◆ ACTIVITY ◆
A faithful copy of every record is needed here. Images must not appear in it.
++++
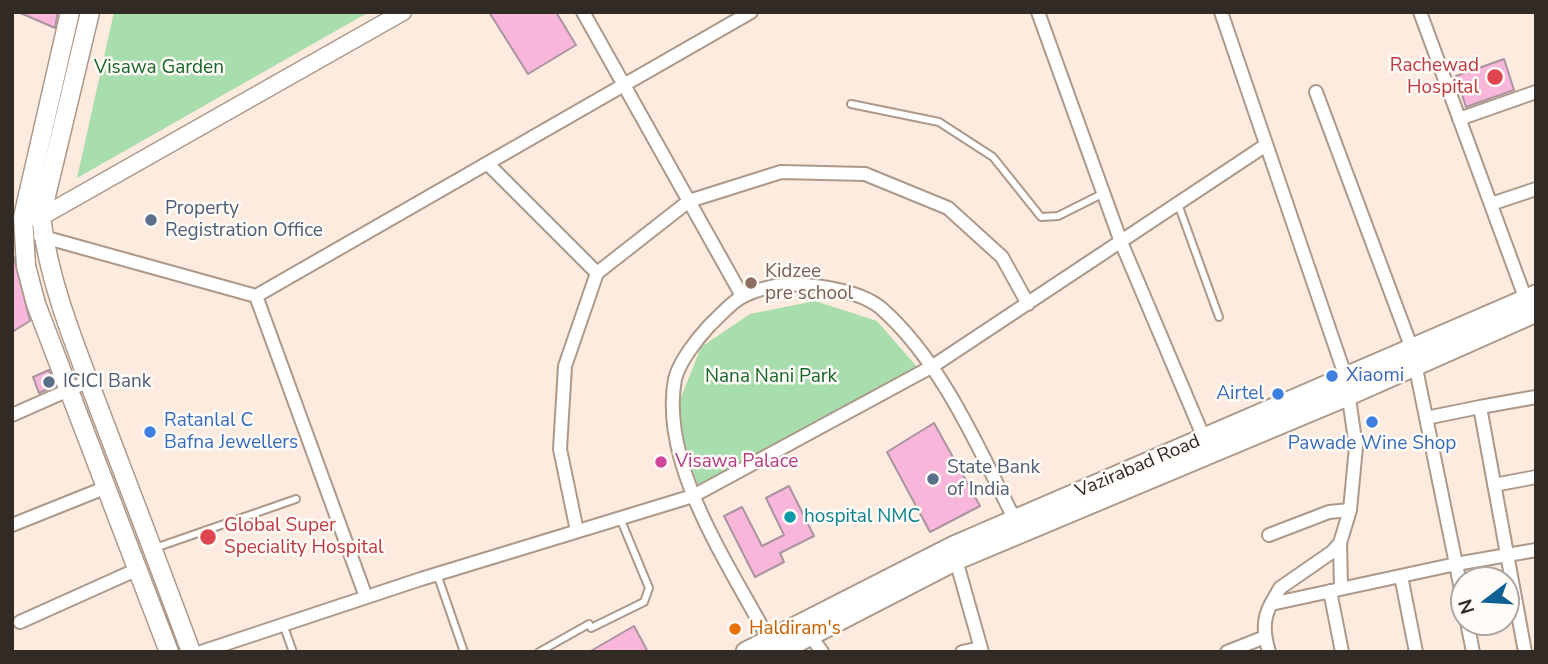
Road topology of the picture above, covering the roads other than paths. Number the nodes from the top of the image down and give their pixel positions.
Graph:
1 (70, 12) edge
2 (90, 12) edge
3 (403, 12) edge
4 (583, 12) edge
5 (751, 12) edge
6 (1038, 12) edge
7 (1221, 12) edge
8 (1420, 12) edge
9 (625, 87) junction
10 (1316, 92) dead end
11 (1536, 92) edge
12 (851, 104) dead end
13 (1460, 119) junction
14 (1266, 145) junction
15 (488, 164) junction
16 (1536, 189) edge
17 (1104, 193) junction
18 (688, 201) junction
19 (1178, 204) junction
20 (1491, 204) junction
21 (30, 222) edge
22 (1121, 242) junction
23 (597, 273) junction
24 (741, 294) junction
25 (256, 296) junction
26 (1532, 302) edge
27 (1028, 304) junction
28 (1219, 317) dead end
29 (1413, 356) junction
30 (933, 366) junction
31 (89, 381) junction
32 (1346, 387) junction
33 (68, 389) junction
34 (1536, 397) edge
35 (1480, 407) junction
36 (12, 415) edge
37 (1426, 418) junction
38 (1204, 438) junction
39 (1536, 477) edge
40 (1494, 485) junction
41 (107, 487) junction
42 (693, 496) junction
43 (296, 499) dead end
44 (1350, 510) junction
45 (620, 518) junction
46 (12, 525) edge
47 (1018, 527) junction
48 (577, 531) junction
49 (1269, 536) dead end
50 (1340, 543) junction
51 (153, 549) junction
52 (1536, 550) edge
53 (1507, 555) junction
54 (956, 560) junction
55 (1456, 565) junction
56 (138, 569) junction
57 (437, 574) junction
58 (1401, 576) junction
59 (1335, 590) junction
60 (366, 597) junction
61 (1271, 604) junction
62 (20, 622) dead end
63 (283, 624) junction
64 (805, 628) junction
65 (1265, 637) junction
66 (773, 646) edge
67 (982, 650) edge
68 (169, 652) edge
69 (191, 652) edge
70 (201, 652) edge
71 (293, 652) edge
72 (464, 652) edge
73 (539, 652) edge
74 (746, 652) edge
75 (822, 652) edge
76 (962, 652) edge
77 (1227, 652) edge
78 (1269, 652) edge
79 (1342, 652) edge
80 (1416, 652) edge
81 (1525, 652) edge

1 - 21 main road
2 - 21 main road
3 - 21 street
4 - 9 street
5 - 9 street
6 - 17 street
7 - 14 street
8 - 13 street
9 - 15 street
9 - 18 street
10 - 29 street
11 - 13 street
12 - 17 lane
13 - 20 street
14 - 19 street
14 - 32 street
15 - 23 street
15 - 25 street
16 - 20 street
17 - 22 street
18 - 23 street
18 - 24 street
18 - 27 street
19 - 22 street
19 - 28 lane
20 - 26 street
21 - 25 street
21 - 31 main road
21 - 33 main road
22 - 27 street
22 - 38 street
23 - 48 street
24 - 30 street
24 - 42 street
25 - 60 street
26 - 29 main road, Vazirabad Road
27 - 30 street
29 - 32 main road, Vazirabad Road
29 - 37 street
30 - 42 street
30 - 47 street
31 - 33 street
31 - 51 main road
32 - 38 main road, Vazirabad Road
32 - 44 street
32 - 47 main road, Vazirabad Road
33 - 36 street
33 - 41 main road
34 - 35 street
35 - 37 street
35 - 40 street
37 - 55 street
38 - 47 main road, Vazirabad Road
39 - 40 street
40 - 53 street
41 - 46 street
41 - 56 main road
42 - 45 street
42 - 66 street
43 - 51 lane
44 - 49 street
44 - 50 street
45 - 48 street
45 - 73 lane
47 - 54 main road, Vazirabad Road
47 - 64 main road, Vazirabad Road
48 - 57 street
50 - 59 street
50 - 61 street
51 - 69 main road
52 - 53 street
53 - 55 street
53 - 81 street
54 - 64 main road, Vazirabad Road
54 - 67 street
55 - 58 street
56 - 62 street
56 - 68 main road
57 - 60 street
57 - 72 lane
58 - 59 street
58 - 80 street
59 - 61 street
59 - 79 street
60 - 63 street
61 - 65 street
63 - 70 street
63 - 71 lane
64 - 66 main road, Vazirabad Road
64 - 75 street
65 - 77 street
65 - 78 street
66 - 74 main road, Vazirabad Road
67 - 76 street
++++
◆ RESPONSE AREA ◆
Road topology of the picture above, covering the roads other than paths. Number the nodes from the top of the image down and give their pixel positions.
Graph:
1 (70, 12) edge
2 (90, 12) edge
3 (403, 12) edge
4 (583, 12) edge
5 (751, 12) edge
6 (1038, 12) edge
7 (1221, 12) edge
8 (1420, 12) edge
9 (625, 87) junction
10 (1316, 92) dead end
11 (1536, 92) edge
12 (851, 104) dead end
13 (1460, 119) junction
14 (1266, 145) junction
15 (488, 164) junction
16 (1536, 189) edge
17 (1104, 193) junction
18 (688, 201) junction
19 (1178, 204) junction
20 (1491, 204) junction
21 (30, 222) edge
22 (1121, 242) junction
23 (597, 273) junction
24 (741, 294) junction
25 (256, 296) junction
26 (1532, 302) edge
27 (1028, 304) junction
28 (1219, 317) dead end
29 (1413, 356) junction
30 (933, 366) junction
31 (89, 381) junction
32 (1346, 387) junction
33 (68, 389) junction
34 (1536, 397) edge
35 (1480, 407) junction
36 (12, 415) edge
37 (1426, 418) junction
38 (1204, 438) junction
39 (1536, 477) edge
40 (1494, 485) junction
41 (107, 487) junction
42 (693, 496) junction
43 (296, 499) dead end
44 (1350, 510) junction
45 (620, 518) junction
46 (12, 525) edge
47 (1018, 527) junction
48 (577, 531) junction
49 (1269, 536) dead end
50 (1340, 543) junction
51 (153, 549) junction
52 (1536, 550) edge
53 (1507, 555) junction
54 (956, 560) junction
55 (1456, 565) junction
56 (138, 569) junction
57 (437, 574) junction
58 (1401, 576) junction
59 (1335, 590) junction
60 (366, 597) junction
61 (1271, 604) junction
62 (20, 622) dead end
63 (283, 624) junction
64 (805, 628) junction
65 (1265, 637) junction
66 (773, 646) edge
67 (982, 650) edge
68 (169, 652) edge
69 (191, 652) edge
70 (201, 652) edge
71 (293, 652) edge
72 (464, 652) edge
73 (539, 652) edge
74 (746, 652) edge
75 (822, 652) edge
76 (962, 652) edge
77 (1227, 652) edge
78 (1269, 652) edge
79 (1342, 652) edge
80 (1416, 652) edge
81 (1525, 652) edge

1 - 21 main road
2 - 21 main road
3 - 21 street
4 - 9 street
5 - 9 street
6 - 17 street
7 - 14 street
8 - 13 street
9 - 15 street
9 - 18 street
10 - 29 street
11 - 13 street
12 - 17 lane
13 - 20 street
14 - 19 street
14 - 32 street
15 - 23 street
15 - 25 street
16 - 20 street
17 - 22 street
18 - 23 street
18 - 24 street
18 - 27 street
19 - 22 street
19 - 28 lane
20 - 26 street
21 - 25 street
21 - 31 main road
21 - 33 main road
22 - 27 street
22 - 38 street
23 - 48 street
24 - 30 street
24 - 42 street
25 - 60 street
26 - 29 main road, Vazirabad Road
27 - 30 street
29 - 32 main road, Vazirabad Road
29 - 37 street
30 - 42 street
30 - 47 street
31 - 33 street
31 - 51 main road
32 - 38 main road, Vazirabad Road
32 - 44 street
32 - 47 main road, Vazirabad Road
33 - 36 street
33 - 41 main road
34 - 35 street
35 - 37 street
35 - 40 street
37 - 55 street
38 - 47 main road, Vazirabad Road
39 - 40 street
40 - 53 street
41 - 46 street
41 - 56 main road
42 - 45 street
42 - 66 street
43 - 51 lane
44 - 49 street
44 - 50 street
45 - 48 street
45 - 73 lane
47 - 54 main road, Vazirabad Road
47 - 64 main road, Vazirabad Road
48 - 57 street
50 - 59 street
50 - 61 street
51 - 69 main road
52 - 53 street
53 - 55 street
53 - 81 street
54 - 64 main road, Vazirabad Road
54 - 67 street
55 - 58 street
56 - 62 street
56 - 68 main road
57 - 60 street
57 - 72 lane
58 - 59 street
58 - 80 street
59 - 61 street
59 - 79 street
60 - 63 street
61 - 65 street
63 - 70 street
63 - 71 lane
64 - 66 main road, Vazirabad Road
64 - 75 street
65 - 77 street
65 - 78 street
66 - 74 main road, Vazirabad Road
67 - 76 street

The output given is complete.